### WHAT YOU SHOULD DO
Please repeat, without alteration, the line containing "Which roads connect" and every line that follows it to the end of the entries below, and only those lines.

### Collected data entries

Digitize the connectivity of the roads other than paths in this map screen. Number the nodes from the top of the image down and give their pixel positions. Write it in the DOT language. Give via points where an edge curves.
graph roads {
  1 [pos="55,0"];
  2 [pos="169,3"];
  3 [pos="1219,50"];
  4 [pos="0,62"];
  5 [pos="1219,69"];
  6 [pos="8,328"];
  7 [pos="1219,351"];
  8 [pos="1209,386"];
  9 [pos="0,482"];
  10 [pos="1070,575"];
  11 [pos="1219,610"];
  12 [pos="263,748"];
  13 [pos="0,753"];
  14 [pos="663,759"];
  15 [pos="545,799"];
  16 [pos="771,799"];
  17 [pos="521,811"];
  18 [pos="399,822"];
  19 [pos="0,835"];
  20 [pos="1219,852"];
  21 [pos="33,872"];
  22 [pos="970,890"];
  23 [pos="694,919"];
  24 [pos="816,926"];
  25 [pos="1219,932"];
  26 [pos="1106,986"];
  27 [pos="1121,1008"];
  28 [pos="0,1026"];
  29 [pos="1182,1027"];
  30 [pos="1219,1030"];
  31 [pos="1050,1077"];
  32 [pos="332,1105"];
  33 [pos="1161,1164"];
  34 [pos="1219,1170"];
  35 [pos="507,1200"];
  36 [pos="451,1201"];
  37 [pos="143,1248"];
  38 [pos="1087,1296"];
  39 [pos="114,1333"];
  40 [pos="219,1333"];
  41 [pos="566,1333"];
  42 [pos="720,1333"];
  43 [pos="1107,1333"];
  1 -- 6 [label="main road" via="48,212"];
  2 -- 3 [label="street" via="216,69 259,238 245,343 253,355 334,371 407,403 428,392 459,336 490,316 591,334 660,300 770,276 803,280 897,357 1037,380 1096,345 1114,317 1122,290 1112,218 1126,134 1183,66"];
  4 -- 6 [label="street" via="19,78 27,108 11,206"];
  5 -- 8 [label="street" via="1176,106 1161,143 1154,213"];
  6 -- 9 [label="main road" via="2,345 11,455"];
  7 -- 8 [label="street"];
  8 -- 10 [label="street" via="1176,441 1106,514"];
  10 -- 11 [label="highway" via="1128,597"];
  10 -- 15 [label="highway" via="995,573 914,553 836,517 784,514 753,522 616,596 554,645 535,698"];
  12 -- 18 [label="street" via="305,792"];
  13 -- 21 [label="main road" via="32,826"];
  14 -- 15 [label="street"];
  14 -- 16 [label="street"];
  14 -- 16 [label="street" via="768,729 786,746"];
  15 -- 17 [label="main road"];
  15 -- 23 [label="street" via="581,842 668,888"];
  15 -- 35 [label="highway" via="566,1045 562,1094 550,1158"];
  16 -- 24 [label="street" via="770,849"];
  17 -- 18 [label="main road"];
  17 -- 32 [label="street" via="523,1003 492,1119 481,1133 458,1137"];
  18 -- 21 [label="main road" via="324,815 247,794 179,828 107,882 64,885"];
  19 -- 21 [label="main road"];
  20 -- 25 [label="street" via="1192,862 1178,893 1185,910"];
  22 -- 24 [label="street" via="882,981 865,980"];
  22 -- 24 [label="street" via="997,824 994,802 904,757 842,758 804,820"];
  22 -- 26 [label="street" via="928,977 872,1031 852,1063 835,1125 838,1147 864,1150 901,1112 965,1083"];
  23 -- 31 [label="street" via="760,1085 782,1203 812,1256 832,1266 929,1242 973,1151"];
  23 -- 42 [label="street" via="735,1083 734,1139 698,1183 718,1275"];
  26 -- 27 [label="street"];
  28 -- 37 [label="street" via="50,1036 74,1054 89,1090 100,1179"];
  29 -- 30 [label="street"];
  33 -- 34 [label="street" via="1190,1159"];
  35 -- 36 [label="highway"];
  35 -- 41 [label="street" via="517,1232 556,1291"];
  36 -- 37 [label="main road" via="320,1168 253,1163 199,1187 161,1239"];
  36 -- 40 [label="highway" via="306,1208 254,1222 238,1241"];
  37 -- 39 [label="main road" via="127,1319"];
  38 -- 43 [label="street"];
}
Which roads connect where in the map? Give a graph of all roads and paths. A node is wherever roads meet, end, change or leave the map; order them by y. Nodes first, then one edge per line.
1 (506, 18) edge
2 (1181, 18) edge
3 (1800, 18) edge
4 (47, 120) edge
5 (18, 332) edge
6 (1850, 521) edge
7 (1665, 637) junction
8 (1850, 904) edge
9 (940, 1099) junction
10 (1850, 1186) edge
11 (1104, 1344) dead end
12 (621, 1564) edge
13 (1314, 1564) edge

### ANSWER SPACE
Which roads connect where in the map? Give a graph of all roads and paths. A node is wherever roads meet, end, change or leave the map; order them by y. Nodes first, then one edge per line.
1 (506, 18) edge
2 (1181, 18) edge
3 (1800, 18) edge
4 (47, 120) edge
5 (18, 332) edge
6 (1850, 521) edge
7 (1665, 637) junction
8 (1850, 904) edge
9 (940, 1099) junction
10 (1850, 1186) edge
11 (1104, 1344) dead end
12 (621, 1564) edge
13 (1314, 1564) edge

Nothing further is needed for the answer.